Thursday’s odder development was the announcement that Ben Gregg, the 6-foot-10 recruit who signed with GU last month, will join the program immediately, having fulfilled his graduation requirements at Clackamas High School. This, mostly, was the upshot of Oregon’s prep season being on hold.

“We all came to the conclusion that it might be best for him to just get up here and at least be able to start playing in a controlled environment,” Few said. “It’ll be a good development piece for him. As far as him helping us, we’ll just have to wait and see.”

In other words, he won’t be the X-factor against Iowa.

Oh, right, the other development: For better or worse, Gonzaga’s season resumes Saturday morning. The mere playing of a game would be humdrum, except for this: The Hawkeyes are camped just behind Baylor in the polls.

And for this: the Zags’ two-week limbo.

On the morning of Dec. 5, the school suspended the men’s program after two more positive cases. Baylor and four home games were scrapped. The announcement mentioned only competitions, perhaps implying it was full speed ahead on practices – except that it wasn’t.

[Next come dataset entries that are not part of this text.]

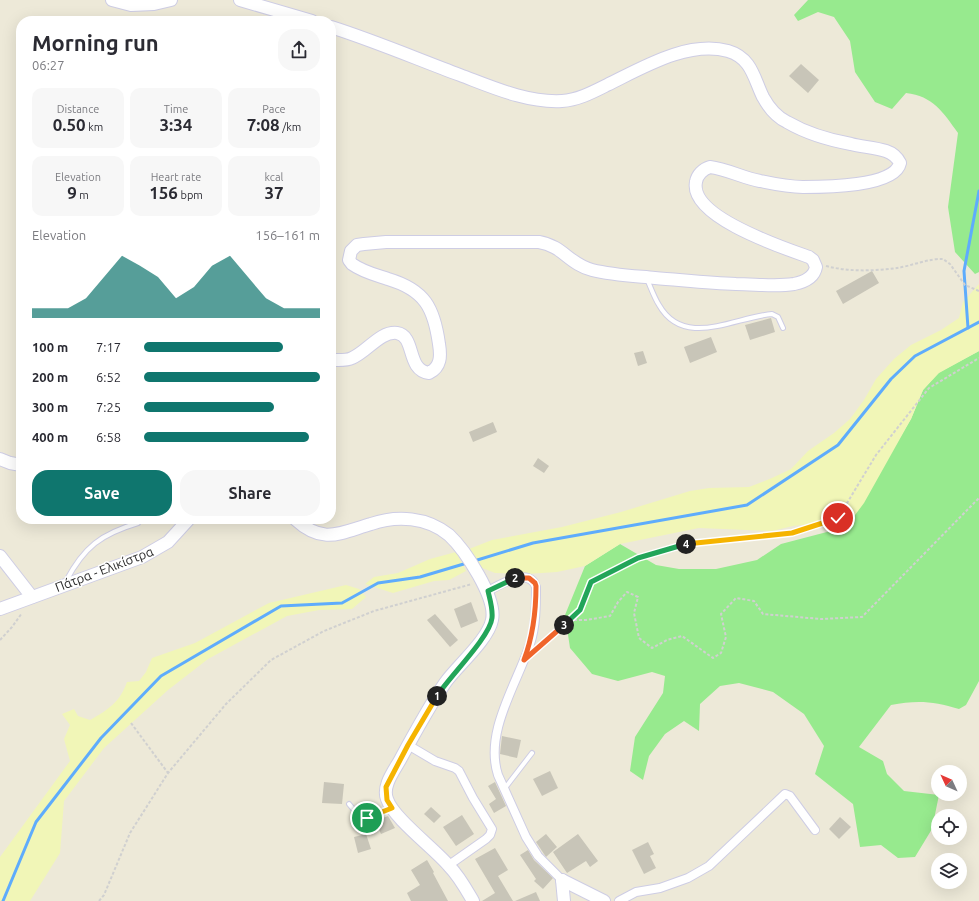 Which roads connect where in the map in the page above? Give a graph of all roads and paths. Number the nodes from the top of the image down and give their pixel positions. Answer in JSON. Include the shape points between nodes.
{"nodes":[{"id":1,"x":112,"y":0,"type":"edge"},
{"id":2,"x":171,"y":0,"type":"edge"},
{"id":3,"x":240,"y":0,"type":"edge"},
{"id":4,"x":295,"y":16,"type":"edge"},
{"id":5,"x":336,"y":29,"type":"edge"},
{"id":6,"x":816,"y":264,"type":"junction"},
{"id":7,"x":646,"y":277,"type":"junction"},
{"id":8,"x":979,"y":291,"type":"edge"},
{"id":9,"x":783,"y":328,"type":"dead end"},
{"id":10,"x":979,"y":358,"type":"edge"},
{"id":11,"x":336,"y":360,"type":"edge"},
{"id":12,"x":0,"y":459,"type":"edge"},
{"id":13,"x":16,"y":464,"type":"edge"},
{"id":14,"x":979,"y":498,"type":"edge"},
{"id":15,"x":135,"y":524,"type":"edge"},
{"id":16,"x":184,"y":524,"type":"edge"},
{"id":17,"x":302,"y":524,"type":"edge"},
{"id":18,"x":0,"y":556,"type":"edge"},
{"id":19,"x":64,"y":585,"type":"junction"},
{"id":20,"x":484,"y":586,"type":"junction"},
{"id":21,"x":32,"y":597,"type":"junction"},
{"id":22,"x":0,"y":609,"type":"edge"},
{"id":23,"x":569,"y":620,"type":"junction"},
{"id":24,"x":0,"y":640,"type":"edge"},
{"id":25,"x":524,"y":660,"type":"junction"},
{"id":26,"x":131,"y":723,"type":"dead end"},
{"id":27,"x":408,"y":745,"type":"junction"},
{"id":28,"x":532,"y":753,"type":"dead end"},
{"id":29,"x":168,"y":773,"type":"junction"},
{"id":30,"x":505,"y":788,"type":"junction"},
{"id":31,"x":349,"y":804,"type":"dead end"},
{"id":32,"x":392,"y":808,"type":"junction"},
{"id":33,"x":815,"y":830,"type":"dead end"},
{"id":34,"x":448,"y":865,"type":"junction"},
{"id":35,"x":562,"y":880,"type":"junction"},
{"id":36,"x":99,"y":901,"type":"edge"},
{"id":37,"x":474,"y":901,"type":"edge"},
{"id":38,"x":564,"y":901,"type":"edge"},
{"id":39,"x":604,"y":901,"type":"edge"},
{"id":40,"x":619,"y":901,"type":"edge"}],
"edges":[{"from":1,"to":2,"type":"street","via":[[131,5]]},
{"from":3,"to":4,"type":"street"},
{"from":5,"to":6,"type":"street","via":[[488,86],[534,100],[550,102],[588,95],[660,59],[689,51],[710,49],[728,51],[740,56],[757,79],[763,97],[774,112],[787,122],[819,136],[886,151],[900,163],[897,170],[885,177],[855,185],[802,187],[760,181],[710,167],[700,174],[696,180],[697,193],[704,204],[716,214],[739,230],[809,257]]},
{"from":6,"to":7,"type":"street","via":[[812,276],[794,284],[710,283]]},
{"from":6,"to":8,"type":"path","via":[[869,270],[897,268],[943,259],[950,264],[965,285]]},
{"from":7,"to":9,"type":"lane","via":[[666,314],[686,327],[703,329],[772,314],[778,317]]},
{"from":7,"to":11,"type":"street","via":[[617,275],[590,269],[571,260],[558,248],[539,242],[386,242],[357,245],[349,256],[352,264],[413,290],[427,304],[436,323],[440,362],[429,373],[419,369],[407,340],[397,333],[383,336],[352,358]]},
{"from":10,"to":23,"type":"path","via":[[929,388],[876,455],[838,518],[792,533],[685,544],[638,558],[591,582],[580,610]]},
{"from":12,"to":13,"type":"street"},
{"from":14,"to":23,"type":"path","via":[[862,617],[821,619],[763,614],[754,601],[736,598],[721,614],[726,638],[721,653],[713,658],[682,636],[652,648],[639,638],[634,613],[638,597],[627,592],[610,616]]},
{"from":15,"to":19,"type":"lane","via":[[100,539],[88,548]]},
{"from":16,"to":19,"type":"street","name":"Πάτρα - Ελικίστρα","via":[[168,542],[156,550]]},
{"from":17,"to":20,"type":"street","via":[[320,534],[332,535],[346,533],[382,520],[409,518],[438,528],[448,535],[461,548]]},
{"from":18,"to":21,"type":"street"},
{"from":19,"to":21,"type":"street","name":"Πάτρα - Ελικίστρα"},
{"from":20,"to":25,"type":"street","via":[[529,578],[535,583],[535,619]]},
{"from":20,"to":27,"type":"street","via":[[493,613],[490,628],[445,682]]},
{"from":20,"to":29,"type":"path","via":[[374,611],[324,631],[271,660],[226,704]]},
{"from":21,"to":22,"type":"street","name":"Πάτρα - Ελικίστρα"},
{"from":21,"to":24,"type":"path"},
{"from":23,"to":25,"type":"path"},
{"from":25,"to":30,"type":"street","via":[[497,731],[496,764]]},
{"from":26,"to":29,"type":"path"},
{"from":27,"to":32,"type":"street","via":[[386,787],[387,800]]},
{"from":27,"to":34,"type":"street","via":[[459,771],[492,829],[486,839]]},
{"from":28,"to":30,"type":"lane"},
{"from":29,"to":36,"type":"path","via":[[130,833],[104,895]]},
{"from":30,"to":35,"type":"street","via":[[526,837],[538,856]]},
{"from":31,"to":32,"type":"lane","via":[[359,816],[367,818]]},
{"from":32,"to":34,"type":"street"},
{"from":33,"to":40,"type":"street","via":[[790,796],[785,794],[721,857],[699,873],[660,888],[634,893]]},
{"from":34,"to":37,"type":"street"},
{"from":35,"to":38,"type":"street"},
{"from":35,"to":39,"type":"street"}]} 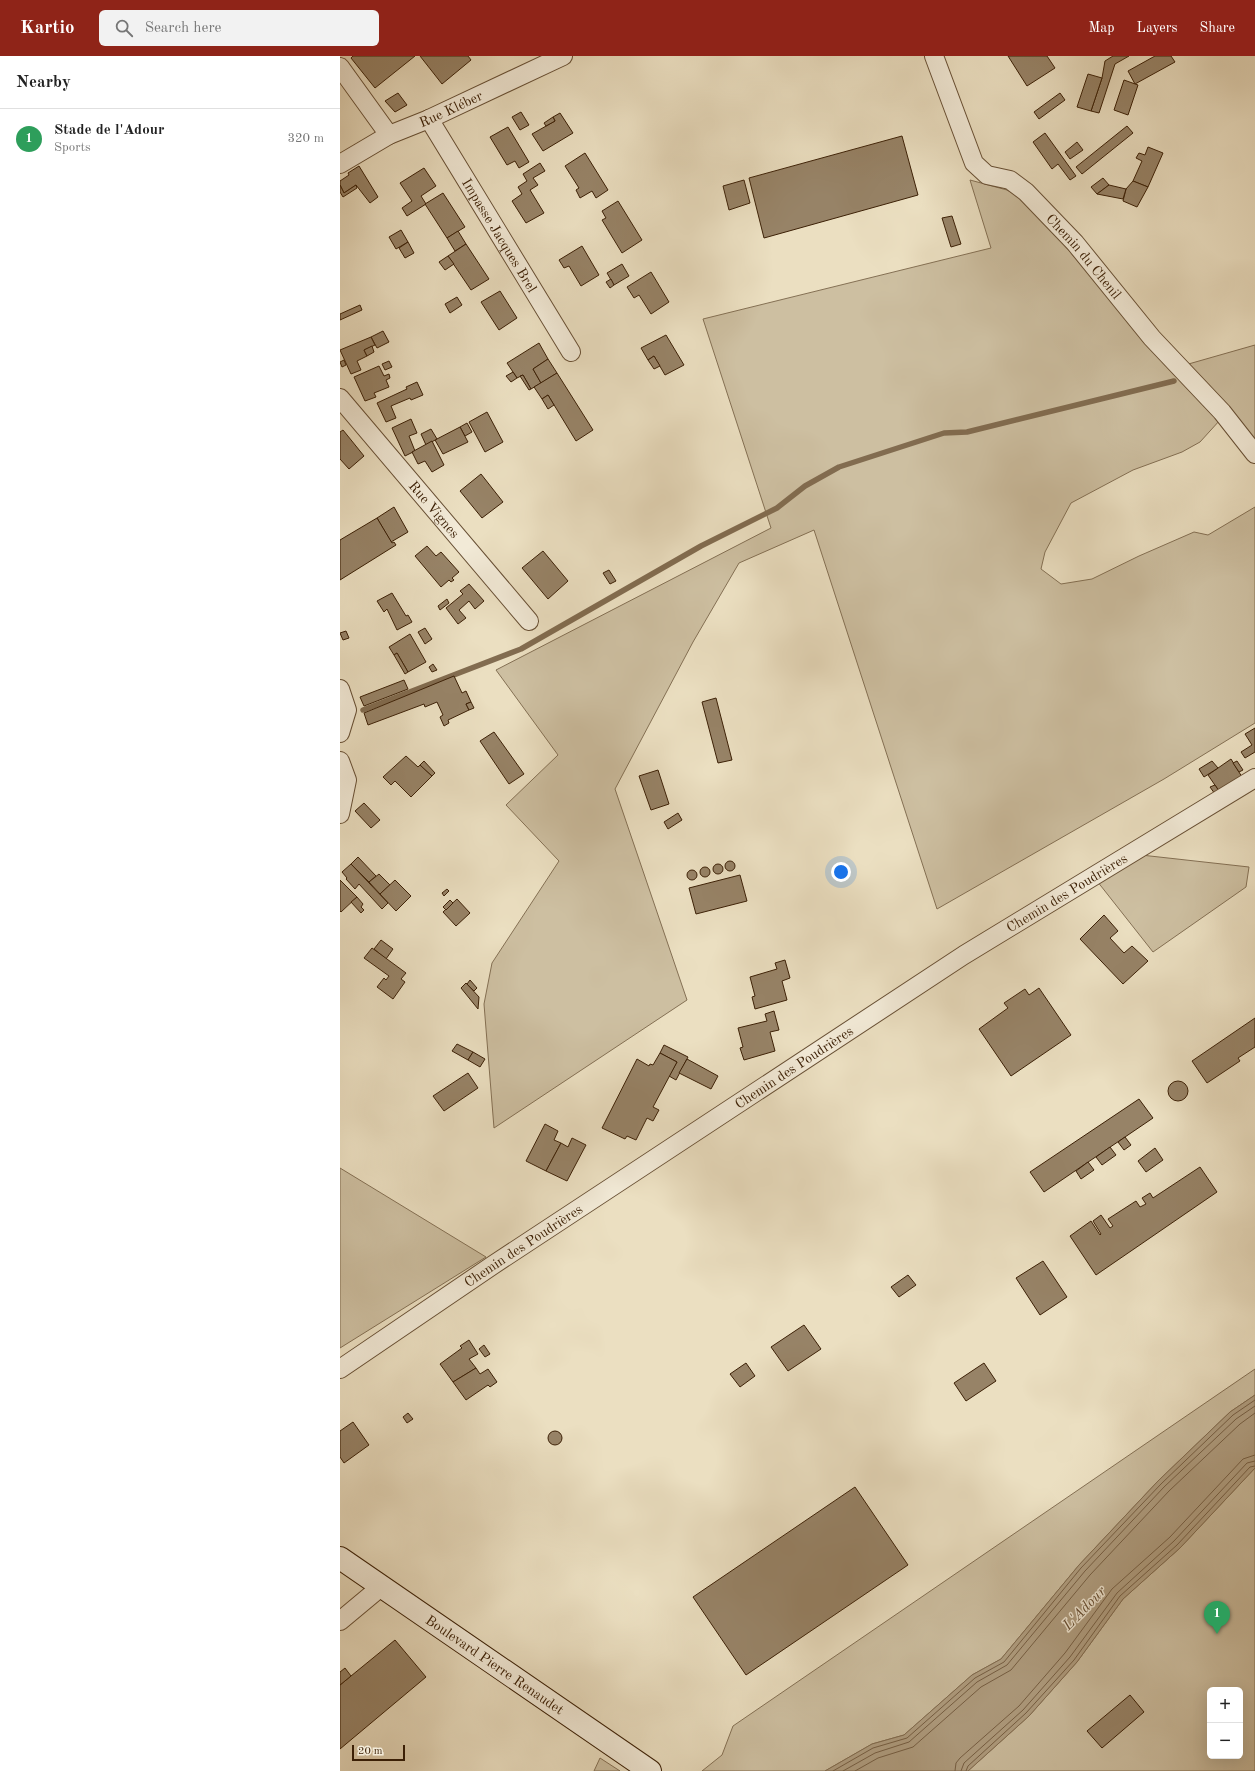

“It has not helped us in any way, shape or form,” Few said – referencing basketball, not recovery. “This is the biggest challenge I’ve faced as a head coach. (Thursday) will be the first time we’ve all been back together on the practice floor since the day before the Baylor game.

“We were able to get together last night and that looked like our first practice of the fall – balls going everywhere and people leaning over and grabbing their shorts because they were gassed.”

Anything basketball related was limited to what Few called “a small group.” So many of the things that make the Zags the Zags – their exquisite timing, polish and rhythm – have likely been dulled. Conditioning has slipped. The early wins over Kansas, Auburn and West Virginia can no longer be considered momentum.

“But we were in a wonderful place going into that Baylor game,” Few countered, “and I think it’s going to come back rather quickly.”

If you’re going to insist on playing through a pandemic – and Duke’s Mike Krzyzewski has argued against – then you’re not allowed to carry on about the obstacles. As Few noted, “Everybody’s got a story, and you just have to power through it.”

The daily bulletins – schedule rewrites, testing results, program pauses, ramp-ups, surprise roster additions – help keep the housebound consumer engaged. But the participants battle the numbing sameness we all do.

“These guys want to play, and almost their whole lives it’s been about playing ball and being out there,” Few said. “They understand the seriousness of everything that’s going on around them, but I don’t know if everybody understands just how isolated they are. We’re isolated in our own group, but with the situations that come up, then they totally isolate in their rooms all day. It’s tough, but as I’ve said over and over this year, I’m continually amazed by the resiliency, the drive, the dedication, the wherewithal.

“These guys want to keep playing and when they do get their opportunities, man, they’re overjoyed to get out the floor and be around each other and go out and play the game they love. That’s why I think it’s my job to do everything I possibly can to help them have a special year – all the while making sure it’s safe.”

And maybe, come Sunday’s paper, there can be a result in the headlines.